• SUPPLIED MATERIAL:
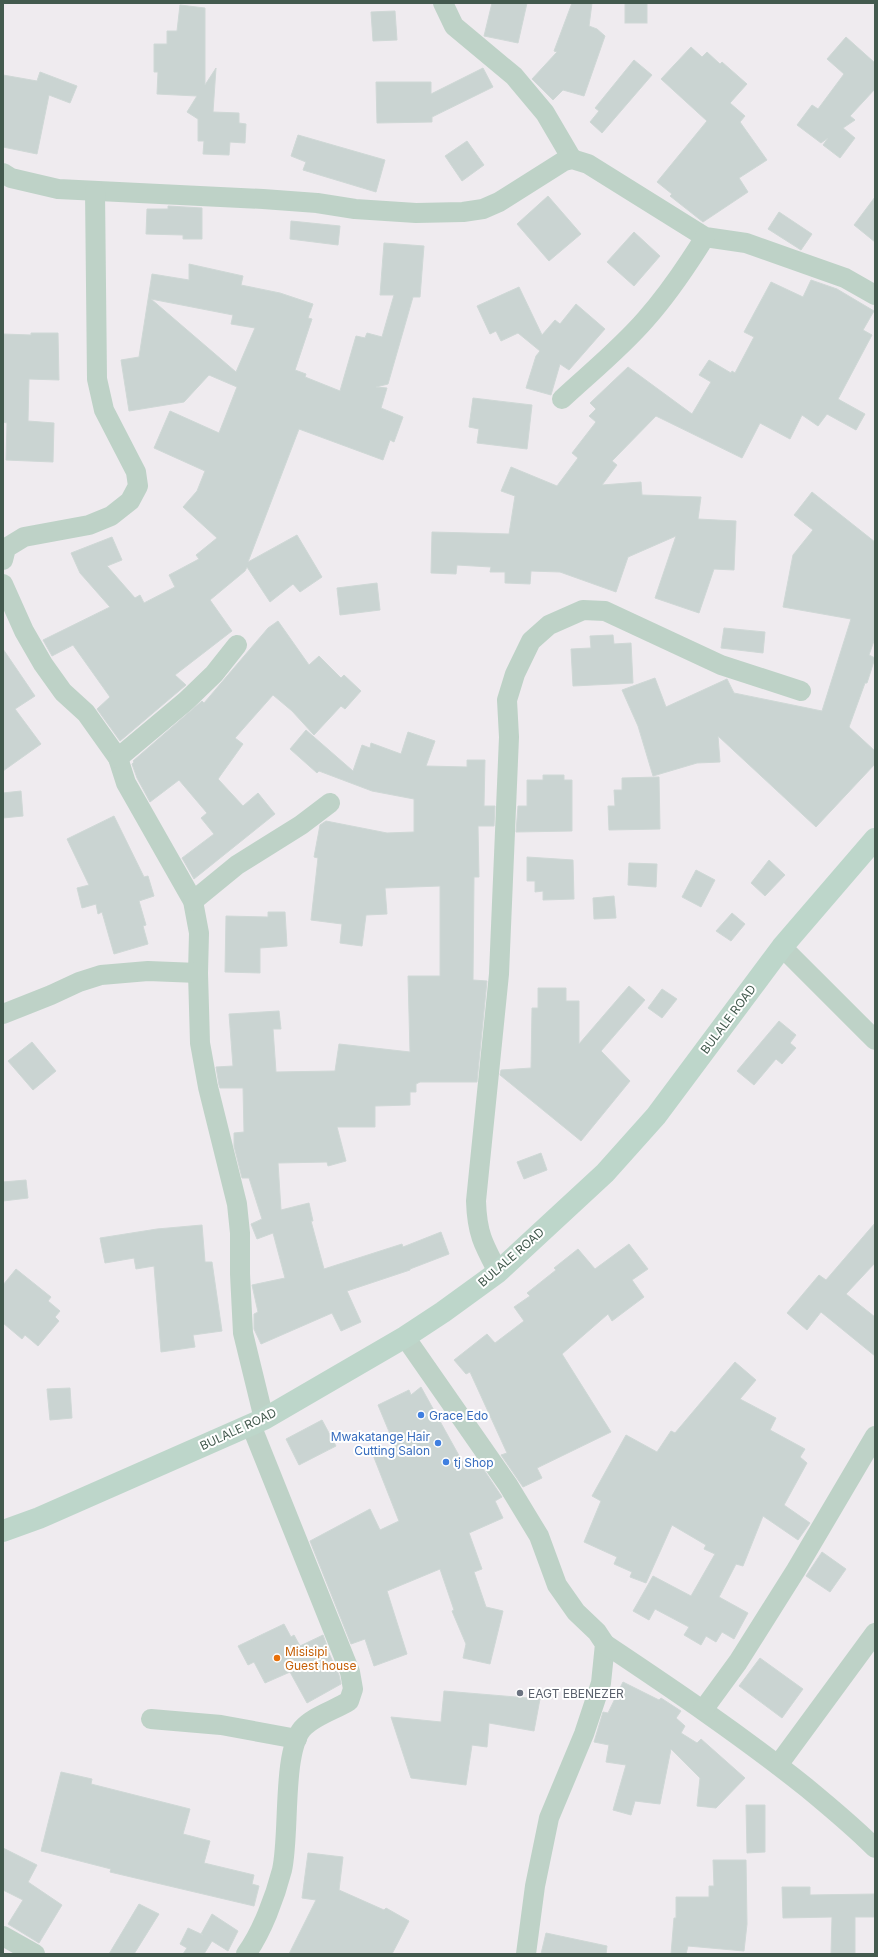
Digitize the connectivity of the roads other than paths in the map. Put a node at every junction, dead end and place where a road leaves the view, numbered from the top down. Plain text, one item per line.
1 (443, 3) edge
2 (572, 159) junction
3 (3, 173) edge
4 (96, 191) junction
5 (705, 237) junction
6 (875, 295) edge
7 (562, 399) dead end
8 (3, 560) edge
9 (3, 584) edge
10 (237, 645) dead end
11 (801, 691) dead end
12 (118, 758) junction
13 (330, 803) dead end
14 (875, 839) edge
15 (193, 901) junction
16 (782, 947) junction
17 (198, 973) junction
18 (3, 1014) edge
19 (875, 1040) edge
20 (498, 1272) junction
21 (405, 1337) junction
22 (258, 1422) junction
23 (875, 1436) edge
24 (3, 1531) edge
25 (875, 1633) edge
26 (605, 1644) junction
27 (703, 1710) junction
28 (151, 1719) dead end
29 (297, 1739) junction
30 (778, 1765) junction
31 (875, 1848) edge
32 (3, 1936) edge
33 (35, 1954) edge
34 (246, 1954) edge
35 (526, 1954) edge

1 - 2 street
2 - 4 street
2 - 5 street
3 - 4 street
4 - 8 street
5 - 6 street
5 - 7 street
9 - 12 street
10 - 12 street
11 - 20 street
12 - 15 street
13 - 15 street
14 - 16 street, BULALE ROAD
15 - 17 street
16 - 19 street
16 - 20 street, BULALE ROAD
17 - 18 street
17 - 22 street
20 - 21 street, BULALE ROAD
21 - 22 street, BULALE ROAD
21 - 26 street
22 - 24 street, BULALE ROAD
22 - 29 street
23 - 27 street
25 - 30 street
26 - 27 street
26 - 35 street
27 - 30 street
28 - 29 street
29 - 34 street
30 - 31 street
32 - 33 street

• YOUR TASK: Word-for-word copy, no pictures: write out the entries above in full.

• EXERCISE ANSWER:
Digitize the connectivity of the roads other than paths in the map. Put a node at every junction, dead end and place where a road leaves the view, numbered from the top down. Plain text, one item per line.
1 (443, 3) edge
2 (572, 159) junction
3 (3, 173) edge
4 (96, 191) junction
5 (705, 237) junction
6 (875, 295) edge
7 (562, 399) dead end
8 (3, 560) edge
9 (3, 584) edge
10 (237, 645) dead end
11 (801, 691) dead end
12 (118, 758) junction
13 (330, 803) dead end
14 (875, 839) edge
15 (193, 901) junction
16 (782, 947) junction
17 (198, 973) junction
18 (3, 1014) edge
19 (875, 1040) edge
20 (498, 1272) junction
21 (405, 1337) junction
22 (258, 1422) junction
23 (875, 1436) edge
24 (3, 1531) edge
25 (875, 1633) edge
26 (605, 1644) junction
27 (703, 1710) junction
28 (151, 1719) dead end
29 (297, 1739) junction
30 (778, 1765) junction
31 (875, 1848) edge
32 (3, 1936) edge
33 (35, 1954) edge
34 (246, 1954) edge
35 (526, 1954) edge

1 - 2 street
2 - 4 street
2 - 5 street
3 - 4 street
4 - 8 street
5 - 6 street
5 - 7 street
9 - 12 street
10 - 12 street
11 - 20 street
12 - 15 street
13 - 15 street
14 - 16 street, BULALE ROAD
15 - 17 street
16 - 19 street
16 - 20 street, BULALE ROAD
17 - 18 street
17 - 22 street
20 - 21 street, BULALE ROAD
21 - 22 street, BULALE ROAD
21 - 26 street
22 - 24 street, BULALE ROAD
22 - 29 street
23 - 27 street
25 - 30 street
26 - 27 street
26 - 35 street
27 - 30 street
28 - 29 street
29 - 34 street
30 - 31 street
32 - 33 street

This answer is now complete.